Saved entries:
______________________________

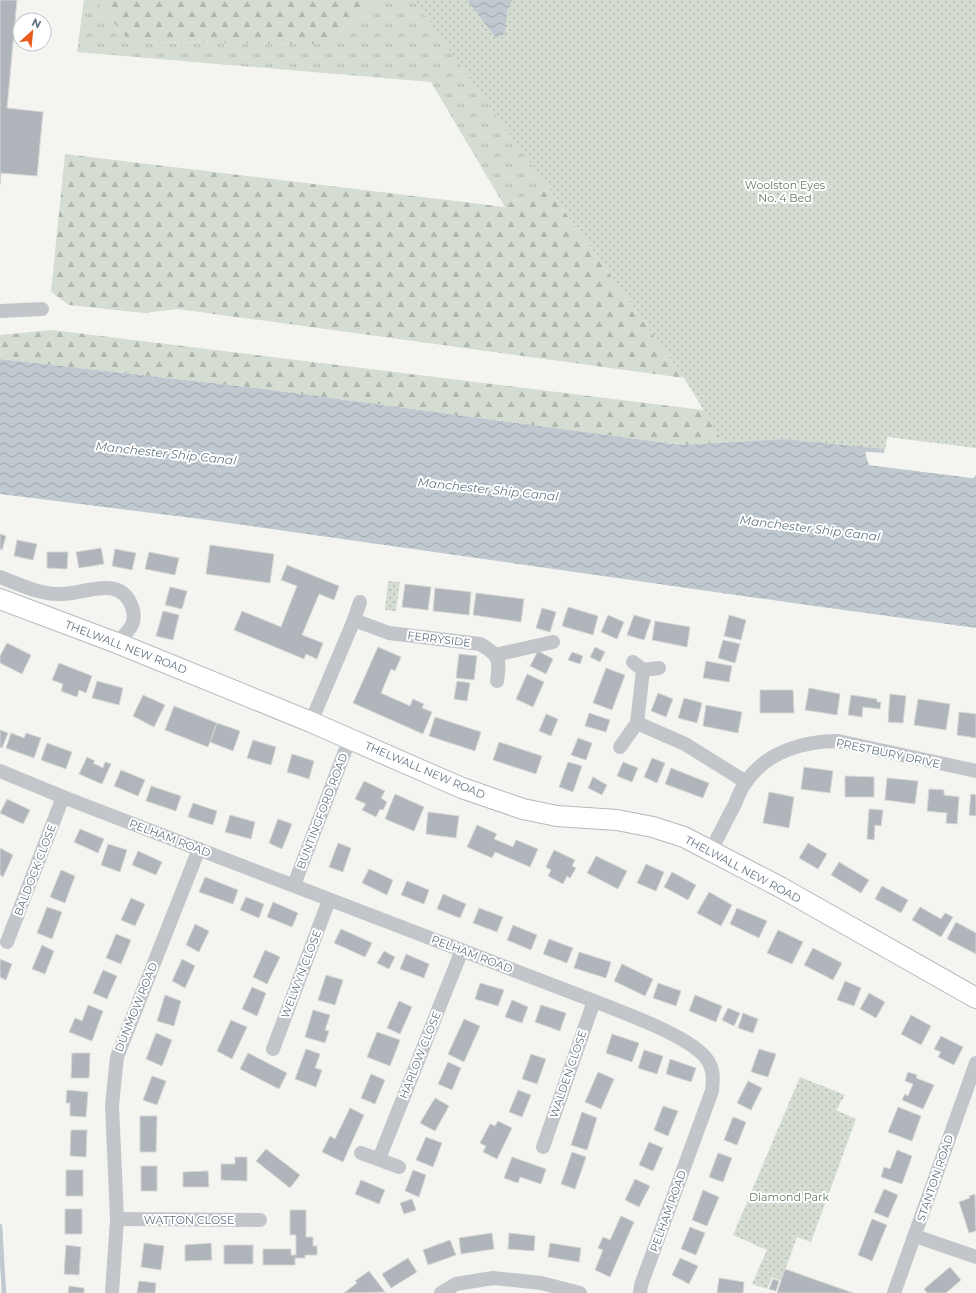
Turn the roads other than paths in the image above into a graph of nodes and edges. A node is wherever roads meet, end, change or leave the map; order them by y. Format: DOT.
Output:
graph roads {
  1 [pos="42,309"];
  2 [pos="0,311"];
  3 [pos="0,577"];
  4 [pos="0,599"];
  5 [pos="360,602"];
  6 [pos="354,620"];
  7 [pos="553,642"];
  8 [pos="117,643"];
  9 [pos="496,655"];
  10 [pos="659,668"];
  11 [pos="497,681"];
  12 [pos="311,722"];
  13 [pos="637,723"];
  14 [pos="350,738"];
  15 [pos="620,747"];
  16 [pos="0,771"];
  17 [pos="976,771"];
  18 [pos="746,782"];
  19 [pos="63,797"];
  20 [pos="199,849"];
  21 [pos="711,850"];
  22 [pos="294,885"];
  23 [pos="329,900"];
  24 [pos="7,942"];
  25 [pos="462,950"];
  26 [pos="976,998"];
  27 [pos="594,1001"];
  28 [pos="273,1049"];
  29 [pos="976,1063"];
  30 [pos="543,1147"];
  31 [pos="361,1153"];
  32 [pos="379,1159"];
  33 [pos="399,1167"];
  34 [pos="118,1219"];
  35 [pos="260,1220"];
  36 [pos="915,1236"];
  37 [pos="976,1257"];
  38 [pos="112,1293"];
  39 [pos="441,1293"];
  40 [pos="580,1293"];
  41 [pos="640,1293"];
  42 [pos="894,1293"];
  1 -- 2 [label="street"];
  3 -- 8 [label="street"];
  4 -- 8 [label="main road, THELWALL NEW ROAD"];
  5 -- 6 [label="street"];
  6 -- 9 [label="street, FERRYSIDE"];
  6 -- 12 [label="street"];
  7 -- 9 [label="street"];
  8 -- 12 [label="main road, THELWALL NEW ROAD"];
  9 -- 11 [label="street"];
  10 -- 13 [label="street"];
  12 -- 14 [label="main road, THELWALL NEW ROAD"];
  13 -- 15 [label="street"];
  13 -- 18 [label="street"];
  14 -- 21 [label="main road, THELWALL NEW ROAD"];
  14 -- 22 [label="street, BUNTINGFORD ROAD"];
  16 -- 19 [label="street, PELHAM ROAD"];
  17 -- 18 [label="street, PRESTBURY DRIVE"];
  18 -- 21 [label="street, PRESTBURY DRIVE"];
  19 -- 20 [label="street, PELHAM ROAD"];
  19 -- 24 [label="street, BALDOCK CLOSE"];
  20 -- 22 [label="street, PELHAM ROAD"];
  20 -- 34 [label="street, DUNMOW ROAD"];
  21 -- 26 [label="main road, THELWALL NEW ROAD"];
  22 -- 23 [label="street, PELHAM ROAD"];
  23 -- 25 [label="street, PELHAM ROAD"];
  23 -- 28 [label="street, WELWYN CLOSE"];
  25 -- 27 [label="street, PELHAM ROAD"];
  25 -- 32 [label="street, HARLOW CLOSE"];
  27 -- 30 [label="street, WALDEN CLOSE"];
  27 -- 41 [label="street, PELHAM ROAD"];
  29 -- 36 [label="street, STANTON ROAD"];
  31 -- 32 [label="street"];
  32 -- 33 [label="street"];
  34 -- 35 [label="street, WATTON CLOSE"];
  34 -- 38 [label="street, DUNMOW ROAD"];
  36 -- 37 [label="street"];
  36 -- 42 [label="street, STANTON ROAD"];
  39 -- 40 [label="street"];
}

______________________________

**Your instructions**
Your copy of the entries must be exact and must contain no pictures.

**Task result**
Turn the roads other than paths in the image above into a graph of nodes and edges. A node is wherever roads meet, end, change or leave the map; order them by y. Format: DOT.
Output:
graph roads {
  1 [pos="42,309"];
  2 [pos="0,311"];
  3 [pos="0,577"];
  4 [pos="0,599"];
  5 [pos="360,602"];
  6 [pos="354,620"];
  7 [pos="553,642"];
  8 [pos="117,643"];
  9 [pos="496,655"];
  10 [pos="659,668"];
  11 [pos="497,681"];
  12 [pos="311,722"];
  13 [pos="637,723"];
  14 [pos="350,738"];
  15 [pos="620,747"];
  16 [pos="0,771"];
  17 [pos="976,771"];
  18 [pos="746,782"];
  19 [pos="63,797"];
  20 [pos="199,849"];
  21 [pos="711,850"];
  22 [pos="294,885"];
  23 [pos="329,900"];
  24 [pos="7,942"];
  25 [pos="462,950"];
  26 [pos="976,998"];
  27 [pos="594,1001"];
  28 [pos="273,1049"];
  29 [pos="976,1063"];
  30 [pos="543,1147"];
  31 [pos="361,1153"];
  32 [pos="379,1159"];
  33 [pos="399,1167"];
  34 [pos="118,1219"];
  35 [pos="260,1220"];
  36 [pos="915,1236"];
  37 [pos="976,1257"];
  38 [pos="112,1293"];
  39 [pos="441,1293"];
  40 [pos="580,1293"];
  41 [pos="640,1293"];
  42 [pos="894,1293"];
  1 -- 2 [label="street"];
  3 -- 8 [label="street"];
  4 -- 8 [label="main road, THELWALL NEW ROAD"];
  5 -- 6 [label="street"];
  6 -- 9 [label="street, FERRYSIDE"];
  6 -- 12 [label="street"];
  7 -- 9 [label="street"];
  8 -- 12 [label="main road, THELWALL NEW ROAD"];
  9 -- 11 [label="street"];
  10 -- 13 [label="street"];
  12 -- 14 [label="main road, THELWALL NEW ROAD"];
  13 -- 15 [label="street"];
  13 -- 18 [label="street"];
  14 -- 21 [label="main road, THELWALL NEW ROAD"];
  14 -- 22 [label="street, BUNTINGFORD ROAD"];
  16 -- 19 [label="street, PELHAM ROAD"];
  17 -- 18 [label="street, PRESTBURY DRIVE"];
  18 -- 21 [label="street, PRESTBURY DRIVE"];
  19 -- 20 [label="street, PELHAM ROAD"];
  19 -- 24 [label="street, BALDOCK CLOSE"];
  20 -- 22 [label="street, PELHAM ROAD"];
  20 -- 34 [label="street, DUNMOW ROAD"];
  21 -- 26 [label="main road, THELWALL NEW ROAD"];
  22 -- 23 [label="street, PELHAM ROAD"];
  23 -- 25 [label="street, PELHAM ROAD"];
  23 -- 28 [label="street, WELWYN CLOSE"];
  25 -- 27 [label="street, PELHAM ROAD"];
  25 -- 32 [label="street, HARLOW CLOSE"];
  27 -- 30 [label="street, WALDEN CLOSE"];
  27 -- 41 [label="street, PELHAM ROAD"];
  29 -- 36 [label="street, STANTON ROAD"];
  31 -- 32 [label="street"];
  32 -- 33 [label="street"];
  34 -- 35 [label="street, WATTON CLOSE"];
  34 -- 38 [label="street, DUNMOW ROAD"];
  36 -- 37 [label="street"];
  36 -- 42 [label="street, STANTON ROAD"];
  39 -- 40 [label="street"];
}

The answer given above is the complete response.